A commission contract that looks clean at first reading often contains omissions that cost playwrights money and creative control years later. These gaps are not always intentional, but they are consistently present.
The revision clause problem
Most commissions include language requiring the playwright to deliver revisions upon request. Few specify a limit on the number of revision rounds or define what constitutes a completed revision cycle.
Without that boundary, a theatre can request changes indefinitely while the playwright receives no additional compensation. Adding a clause that caps revision rounds at three, with a renegotiation trigger after that, is reasonable and rarely contested when raised professionally.

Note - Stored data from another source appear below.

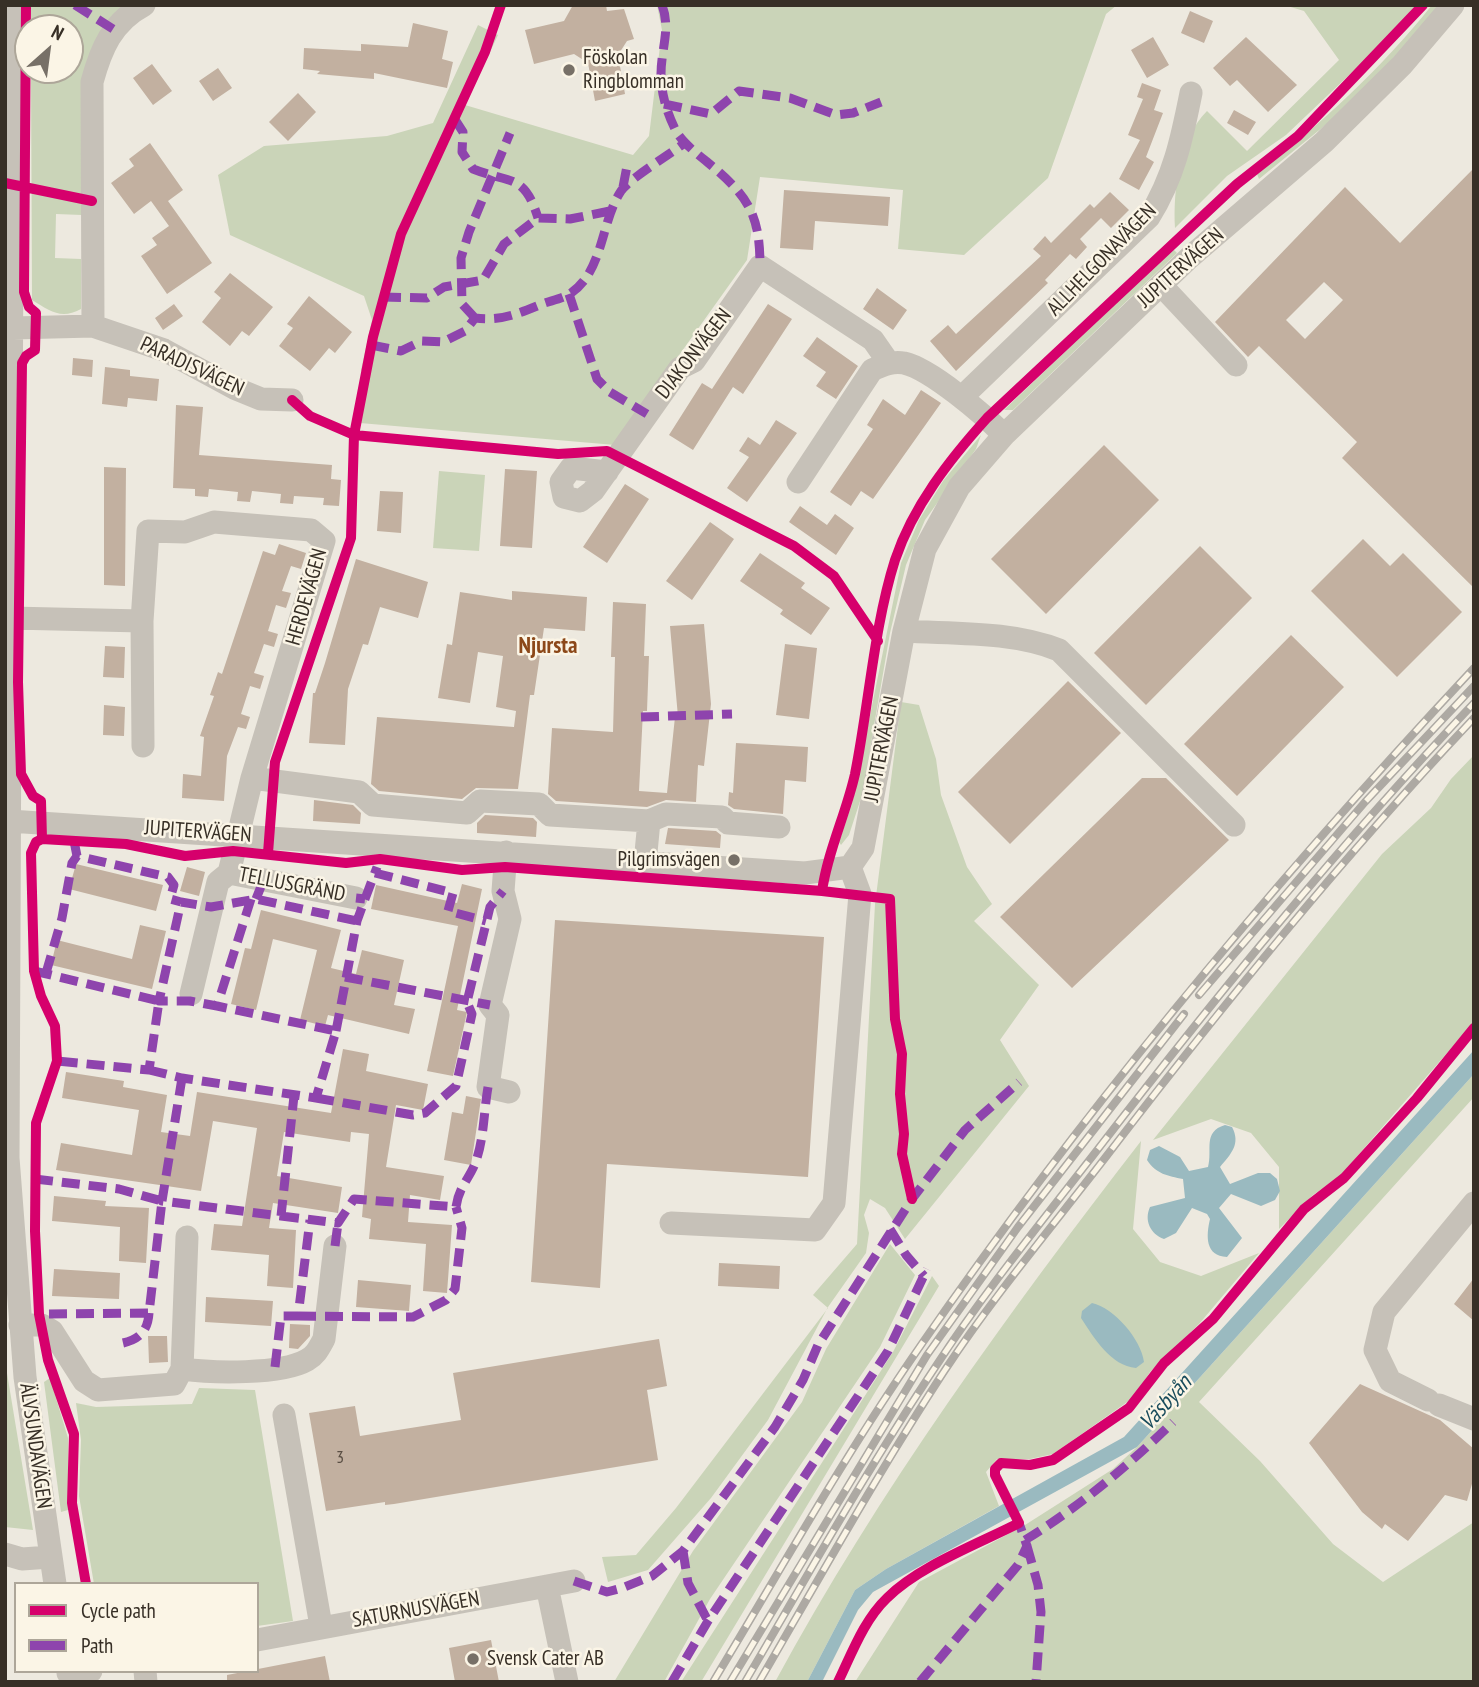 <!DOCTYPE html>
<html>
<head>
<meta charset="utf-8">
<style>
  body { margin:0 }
  #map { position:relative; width:1479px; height:1687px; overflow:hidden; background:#ede9df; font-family:"PT Sans Narrow",sans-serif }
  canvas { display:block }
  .frame { position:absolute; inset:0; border:7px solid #372f26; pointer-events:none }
  .legend { position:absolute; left:14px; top:1582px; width:245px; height:91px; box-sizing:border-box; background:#fbf5e6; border:2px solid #ada699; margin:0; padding:9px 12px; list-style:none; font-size:21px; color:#372f26 }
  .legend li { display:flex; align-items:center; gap:14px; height:35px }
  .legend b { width:35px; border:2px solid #ada699 }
  .north { position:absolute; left:14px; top:14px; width:70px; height:70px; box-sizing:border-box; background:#fbf5e6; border:2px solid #ada699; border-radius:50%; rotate:28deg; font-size:19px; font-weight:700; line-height:28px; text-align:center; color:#372f26 }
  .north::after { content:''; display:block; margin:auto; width:24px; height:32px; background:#777067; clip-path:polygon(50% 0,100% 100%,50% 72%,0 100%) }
</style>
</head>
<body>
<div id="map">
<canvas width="1479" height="1687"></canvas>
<div class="frame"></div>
<ul class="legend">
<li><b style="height:9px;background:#d6006c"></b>Cycle path</li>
<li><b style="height:9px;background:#8e44ad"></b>Path</li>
</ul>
<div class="north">N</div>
</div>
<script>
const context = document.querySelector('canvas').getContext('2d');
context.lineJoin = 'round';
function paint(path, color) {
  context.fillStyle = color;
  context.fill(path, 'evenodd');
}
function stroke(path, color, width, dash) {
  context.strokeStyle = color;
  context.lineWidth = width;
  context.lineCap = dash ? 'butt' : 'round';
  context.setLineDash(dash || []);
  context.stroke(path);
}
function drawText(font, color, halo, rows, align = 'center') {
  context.font = font + ' "PT Sans Narrow",sans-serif';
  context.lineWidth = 5;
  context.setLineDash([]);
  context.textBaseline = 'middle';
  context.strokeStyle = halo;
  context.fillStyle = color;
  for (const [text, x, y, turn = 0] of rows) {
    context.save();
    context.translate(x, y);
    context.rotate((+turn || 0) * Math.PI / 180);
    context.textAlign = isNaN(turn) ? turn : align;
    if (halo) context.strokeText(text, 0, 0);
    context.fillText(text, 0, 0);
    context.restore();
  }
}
paint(new Path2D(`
  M31 5H128L110 22 82 215 56 214 55 258 81 259V309C61 320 50 311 32 300L31 70H70V28H31Z
  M657 5H1117L1106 14 1048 178 964 255 898 249 903 190 760 177 747 260 615 445 360 423 368 383 361 370 372 320 364 296 230 235 218 175 264 146 387 136 433 123 478 25 498 35 465 105 633 155 649 136 662 30Z
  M1284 5H1419L1409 18 1286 135 1227 176 1175 228C1173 190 1179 139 1207 111L1247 151 1339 60 1304 11Z
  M1432 5H1444L1344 110 1259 179 1257 174C1320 125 1382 68 1432 5Z
  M1173 249 1177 253 1013 410H1004Z
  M981 435 976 449 925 520 906 565 890 633 862 795 849 835 841 845 839 842 852 804 901 563 919 520 943 481Z
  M439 471 485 475 479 551 433 548Z
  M901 702 919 705 936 759 941 795 967 867 992 904 974 921 1039 985 1000 1040 1029 1086 905 1239 885 1208 870 1199 864 1215 869 1233 866 1253 828 1307 768 1420 711 1498 648 1570 608 1582 602 1557 636 1555 676 1508 828 1308 813 1295 857 1244 875 904Z
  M1474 755V1022L1339 1177 1313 1195 1279 1229V1167L1251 1133 1211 1119 1153 1140 1382 854 1431 808 1451 779Z
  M1474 1074V1097L1199 1402 1260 1461 1333 1544 1383 1582 1474 1522V1682H855L919 1582 1025 1525 1113 1469 1137 1447Z
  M1141 1141 1133 1229 1160 1262 1201 1276 1259 1253 1199 1324 1150 1372 1133 1398 1053 1454 1030 1459H997L986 1472 999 1506 886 1569 855 1590 807 1682H775C879 1490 1008 1313 1141 1141Z
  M890 1244 915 1275 880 1347 710 1599 664 1682H614L693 1551 802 1402 826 1349Z
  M932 1276 939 1286 701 1682H681L893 1352Z
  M5 1357 6 1367 33 1530 5 1527Z
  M50 1378 68 1438V1510L61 1512 44 1382Z
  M199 1388 255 1390 293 1621 257 1626V1584H94L79 1496 81 1440 76 1403 96 1407 192 1404Z`), '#cad4b8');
paint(new Path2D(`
  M1474 1050V1074L1137 1447 873 1592 858 1610 822 1682H807L855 1590 886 1569 1124 1437Z
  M1225 1125 1232 1127C1241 1144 1231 1154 1220 1167L1230 1184 1258 1173H1270L1277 1179 1280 1191 1275 1200 1261 1206 1231 1194 1219 1208 1242 1238 1227 1257C1205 1256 1206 1236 1210 1219L1207 1214 1192 1208 1176 1233 1164 1239C1150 1234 1144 1220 1150 1207L1185 1198 1183 1179C1168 1176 1156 1174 1147 1160L1150 1150 1159 1146 1180 1157 1189 1171 1208 1167C1213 1150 1202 1132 1225 1125Z
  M1092 1303C1114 1308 1141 1339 1144 1362L1136 1368C1111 1366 1094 1338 1081 1318L1082 1311Z`), '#9abac0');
paint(new Path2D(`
  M573 5H606L607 11 624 9 634 39 627 41 618 55 625 94 595 101 588 63 574 54 534 64 525 30 564 21Z
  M1190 11 1213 21 1204 43 1181 33Z
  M413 23 448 31 442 59 453 62 447 88 374 73V79L317 74 320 71 303 69 304 48 361 51V44L408 47Z
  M1153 37 1169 65 1147 78 1131 50Z
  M1246 37 1297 85 1268 112 1237 80 1230 86 1213 68Z
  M152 64 172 91 153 105 133 78Z
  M218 68 232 88 213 101 199 81Z
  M1142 83 1161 90 1154 110 1163 113 1146 157 1154 162 1139 190 1119 179 1140 140 1128 135 1143 99 1137 97Z
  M298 93 316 112 288 141 269 122Z
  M1234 110 1256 122 1248 135 1227 123Z
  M150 143 183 190 168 201 212 263 167 294 141 256 157 245 152 238 169 226 151 201 134 214 111 183 134 166 129 159Z
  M1474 168V588L1342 458 1357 442 1259 346 1248 357 1215 322 1345 187 1400 243ZM1324 282 1343 300 1305 339 1286 320Z
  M784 190 890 197 888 226 815 221 813 250 780 248Z
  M1110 192 1129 210 1111 228 1101 218 1080 239 1087 247 1076 259 1070 254 1045 280 1048 283 956 371 930 341 948 325 956 334 1041 256 1033 249 1045 236 1051 243 1090 204 1094 208Z
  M230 273 273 307 249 336 242 331 230 346 202 322 221 298 214 292Z
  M877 288 907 310 893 330 863 309Z
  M309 296 352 332 335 353 329 348 310 371 279 346 293 328 287 324Z
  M174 304 183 316 163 330 155 318Z
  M768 304 792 319 743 394 733 387 693 450 669 435 702 383 712 389Z
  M817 337 858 366 836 399 816 386 826 372 803 356Z
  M73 358 93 360 92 377 72 375Z
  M105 367 130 370V376L159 379 157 401 128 398 127 407 102 404Z
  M921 390 941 403 873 499 861 491 851 506 830 492 873 429 867 425 883 399 905 415Z
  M176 405 203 407 199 455 332 465 331 479 341 480 339 506 323 505 324 498 294 496 293 504 280 503 281 494 252 491 250 502 237 501 238 492 209 489 208 497 195 496V489L173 488Z
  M776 420 797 433 747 502 727 488 749 457 739 451 748 437 760 445Z
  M1104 445 1159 500 1046 614 991 559Z
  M104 467 126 468 125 586 104 585Z
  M505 469 537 471 532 548 500 546Z
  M625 484 649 499 607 563 583 547Z
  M380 491 403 492 401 533 377 531Z
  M800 506 827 525 835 514 854 528 836 555 789 522Z
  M710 522 734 539 692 600 666 581Z
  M1363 539 1390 566 1403 553 1462 612 1397 677 1311 591Z
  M279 544 306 553 301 569 291 566 282 591 291 593 286 608 276 605 268 631 278 634 274 647 264 644 254 673 264 676 260 689 250 686 241 714 250 717 246 729 238 727 227 756 224 801 182 798 183 774 201 776 204 737 200 736 214 696 210 695 218 672 222 674 263 551 275 555Z
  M1200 546 1252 598 1146 705 1094 653Z
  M760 553 805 583 801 588 830 608 811 635 780 614 783 610 740 581Z
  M356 559 428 582 418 618 380 607 368 645 363 644 348 689 345 745 309 743 313 693H315L325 663Z
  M512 591 587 597 585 631 544 628 534 695H530L518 789 476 788 462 799 379 791 371 784 377 717 514 727 516 711 496 707 503 656 478 652 470 703 438 698 447 644 452 645 460 592 512 600Z
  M613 602 646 604 644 656H649L647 711H643L639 791 667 793 675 717H678L670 626 704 624 711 704 704 766 698 765 696 802 666 800 647 807 556 801 548 794 552 728 613 732 615 657H611Z
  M1291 635 1344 687 1237 796 1184 744Z
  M785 644 817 648 809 719 776 715Z
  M105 646 125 647 124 678 103 677Z
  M1068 681 1121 733 1010 844 958 792Z
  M104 705 125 707 124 736 103 735Z
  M736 743 808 747 806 782 785 780 783 814 734 809 728 805 729 792 733 793Z
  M1142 778H1166L1229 840 1072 988 1000 917Z
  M314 800 353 805 361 813 360 824 313 821Z
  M485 815 533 818 537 822 536 837 477 833V823Z
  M668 828 716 831 721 835 720 848 665 844Z
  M76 864 163 885 156 911 69 889Z
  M187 867 205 872 199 896 180 891Z
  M462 884 482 889 457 1010 467 1012 453 1076 427 1071 458 926 371 909 376 885 457 903Z
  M261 910 341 930 331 968 356 974 362 950 404 960 394 1005 415 1009 409 1034 328 1015 325 1026 300 1020 317 950 273 939 256 1010 231 1004 245 948 251 949Z
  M555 920 824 937 808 1177 607 1164 600 1288 531 1282Z
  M140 925 166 931 152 989 51 965 57 940 132 959Z
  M343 1049 369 1054 366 1071 428 1084 423 1110 396 1105 386 1167 444 1176 440 1200 410 1195 408 1222 452 1225 447 1293 423 1291 426 1244 369 1239 371 1219 362 1217 369 1134 351 1132 350 1142 284 1132 277 1176 342 1187 338 1213 273 1203 269 1228 296 1230 293 1288 267 1286 269 1255 211 1250 214 1224 242 1226 257 1128 213 1121 201 1191 56 1170 61 1143 132 1155 139 1110 62 1098 66 1072 124 1081 123 1087 167 1095 161 1132 190 1136 197 1092 331 1113Z
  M466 1096 481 1099 471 1165 444 1160 452 1112 463 1114Z
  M54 1196 106 1201 105 1206 149 1208 146 1263 119 1261 120 1227 52 1221Z
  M719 1263 780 1266 779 1289 718 1286Z
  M54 1269 120 1273 119 1299 52 1296Z
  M1474 1278V1321L1454 1304Z
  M358 1280 411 1285 409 1311 356 1307Z
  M206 1297 273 1301 271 1326 205 1322Z
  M290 1324 310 1325V1336L298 1349 289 1348Z
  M148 1336H167L168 1362 149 1363Z
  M659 1339 667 1386 647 1390 658 1460 394 1504 385 1505V1502L326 1511 309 1413 355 1406 360 1436 461 1420 453 1373Z
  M1360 1384 1440 1420 1474 1449V1477L1467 1501 1445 1495 1408 1541 1385 1524 1382 1529 1362 1512 1309 1443Z
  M491 1640 499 1682H455L449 1648Z
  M325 1656 330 1682H227V1675Z`), '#c2b0a0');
stroke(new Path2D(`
  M13 5 8 1158 25 1377 55 1584
  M1161 285 1236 365
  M93 326 92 82C101 49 112 22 144 5
  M13 328 93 326 164 350 234 388 261 399 292 400
  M962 397 1149 217C1174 177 1182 138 1191 93
  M607 472 571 468 561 482 564 497 580 501 593 491 680 368 694 361 760 266 873 340 889 363
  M798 482 872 370C883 365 892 361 904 363 931 369 984 415 1004 435
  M11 618 142 621 143 746
  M142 621 148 531 185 532 214 522 311 530 324 541 252 778 229 873 218 882 191 994
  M904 631C954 634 1012 631 1059 650L1234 825
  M252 778 359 792 373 805 467 813 480 801 539 804 550 815 649 821
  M9 821 805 873 850 867 863 848 904 631 925 549 959 487 1004 435 1189 258 1324 142 1402 65 1453 5
  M506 852 503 891 510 919 490 1005 498 1015 488 1087 509 1092
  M645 863 649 821 666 814 722 817 728 823 779 827
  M229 873 356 898
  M671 1223 815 1230 834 1203 860 894 850 867
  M20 1325H42L52 1331 84 1381 98 1390 174 1384 182 1369C212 1373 281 1375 307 1360 316 1355 319 1348 324 1339L335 1246
  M182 1369 187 1237
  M1428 1400 1390 1381 1375 1350 1384 1312 1474 1203
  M1439 1405 1474 1419
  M284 1415 321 1626
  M5 1554 22 1559 50 1557
  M547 1586 567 1682
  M257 1640 574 1581
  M145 1671 146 1682
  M68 1673 91 1671`), '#c6c1b8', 23);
const rail = new Path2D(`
  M1199 995 1365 802 1474 686
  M713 1682C781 1569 846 1453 921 1345 1087 1105 1275 881 1474 668
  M730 1682 927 1355 1018 1227 1184 1014
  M745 1682C807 1576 868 1468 936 1366 985 1291 1043 1220 1098 1149 1217 995 1340 844 1474 703
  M759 1682C820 1577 879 1471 945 1370 993 1297 1051 1228 1105 1158 1222 1006 1342 858 1474 718`);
stroke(rail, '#ada9a3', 8);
stroke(rail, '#fbf5e6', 5, [16]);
stroke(new Path2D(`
  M75 5 113 29
  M662 5C671 29 661 49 661 74 661 94 667 113 676 131 682 142 696 153 706 161 747 195 760 212 760 266
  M664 104 711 114 739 91 790 98 836 115 853 113 881 102
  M454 118 463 132 462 152 473 169C511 184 524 173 538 218
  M623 187 627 166
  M569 294 597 379 610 392 647 414
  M383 297 427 298 444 287 483 280 504 244 538 218 570 219 610 211
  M475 318 462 304 461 258 469 232 510 133
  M371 345 401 351 422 341 443 342 465 331 475 318C502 321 517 314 542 304 550 301 560 299 568 295 604 273 600 223 621 191 629 179 672 153 686 142
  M641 717 732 714
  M74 841 77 856 168 877 174 885 170 899 181 902
  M375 873 453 893 448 911 486 921
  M251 899 217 1006 190 1001H159L181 902 211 907 256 899 357 921
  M256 899 264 879
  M365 899 377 867
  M34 971 159 1001 149 1070 57 1061
  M46 973 62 918 72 863 77 856
  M345 977 490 1005
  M336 1031 357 921 365 899 356 898
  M149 1070 182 1078 316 1098 336 1031 217 1006
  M182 1078 162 1201 281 1216 294 1096
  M316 1098 413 1115 425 1113 456 1086 472 1014 467 1002 490 907 503 891
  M35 1179 119 1189 162 1201 149 1313 39 1314
  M281 1216 338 1223 354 1199 456 1207C459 1185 471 1178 477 1158 484 1136 484 1110 488 1087
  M890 1229 906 1255 924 1276
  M335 1246 338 1223
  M298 1316 413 1317 446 1300 455 1289 462 1228 456 1207
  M123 1343C140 1339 148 1330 149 1313
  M275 1367 281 1316H298L310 1220
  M1025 1540C1079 1507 1128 1466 1173 1422
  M1027 1546 1038 1585 1041 1612 1036 1682
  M683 1551 688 1583 708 1621
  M574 1581 607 1592 622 1588 652 1576 683 1551 775 1427 803 1380 818 1345 912 1199 965 1130 1019 1082
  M672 1682 708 1621 888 1351 927 1269
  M920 1682 1018 1565 1027 1546 1019 1523`), '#8e44ad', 9, [18, 9]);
stroke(new Path2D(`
  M26 5 24 292 29 307 36 313 35 350 26 356 22 363 18 682 21 774 33 796 41 801 42 839
  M5 183 92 201
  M292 400 310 416 354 435 558 454 607 451 794 546 834 576 878 641
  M268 853 275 762 351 538 354 435 373 337 401 234 485 52 501 5
  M822 891 890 899 895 1019 902 1054 900 1094 904 1134 902 1154 912 1199
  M86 1584 72 1503 74 1434 48 1360 39 1314 35 1231 36 1123 57 1061 55 1026 41 996 34 971 31 853 36 842 42 839 126 844 185 856 233 851 346 863 380 859 462 870 505 867 822 891C828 850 846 814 855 774 869 704 874 626 895 560 913 506 950 459 987 418L1237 184 1298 136 1423 5
  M838 1682C852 1653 864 1620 887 1598 919 1566 978 1544 1019 1523L995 1475V1469L1001 1463 1030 1465 1053 1460 1129 1408 1164 1363 1213 1319 1304 1209 1344 1178 1417 1098 1474 1028`), '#d6006c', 10);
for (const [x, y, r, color] of [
  [569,70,7,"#777067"],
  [734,860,7,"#777067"],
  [473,1659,7,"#777067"]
]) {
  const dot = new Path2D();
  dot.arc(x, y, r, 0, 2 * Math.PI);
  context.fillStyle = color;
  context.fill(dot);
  stroke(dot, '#fbf5e6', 2.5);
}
drawText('18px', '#5a4f44', null, [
  ["3",340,1458]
]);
drawText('21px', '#372f26', '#fbf5e6', [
  ["Föskolan",583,58],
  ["Ringblomman",583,82],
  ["Pilgrimsvägen",720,860,"right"],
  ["Svensk Cater AB",487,1659]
], 'left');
drawText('21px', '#372f26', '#fbf5e6', [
  ["ALLHELGONAVÄGEN",1102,260,-46],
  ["JUPITERVÄGEN",1181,268,-42],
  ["DIAKONVÄGEN",694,354,-52],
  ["PARADISVÄGEN",192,367,25],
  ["HERDEVÄGEN",307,597,-74],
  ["JUPITERVÄGEN",882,749,-79],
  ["JUPITERVÄGEN",198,832,4],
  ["TELLUSGRÄND",292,885,11],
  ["ÄLVSUNDAVÄGEN",35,1446,82],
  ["SATURNUSVÄGEN",416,1610,-10]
]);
drawText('bold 23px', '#8c4819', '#fbf5e6', [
  ["Njursta",548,646]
]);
drawText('italic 23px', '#194c5c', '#fbf5e6', [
  ["Väsbyån",1166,1403,-48]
]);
</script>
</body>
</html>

Production window language
A commission does not automatically guarantee production. Many contracts grant the theatre a production option for 18 to 36 months without obligating them to exercise it.
If the option expires unexercised, rights revert. But if the language is vague, the reversion can be disputed. Request a specific reversion date written explicitly into the contract, not implied by option expiry language alone.
Step-by-step negotiation approach
- Request the contract at least two weeks before the signing deadline.
- Mark every clause that uses the word reasonable or satisfactory without defining the standard.
- Draft proposed replacements for those clauses using specific numbers and timeframes.
- Send revisions in a single document, not piecemeal.
- Follow up with a phone call, not email, to discuss contested points.
Theatres expect negotiation from writers who take their work seriously. A contract that protects both sides tends to produce a better working relationship anyway.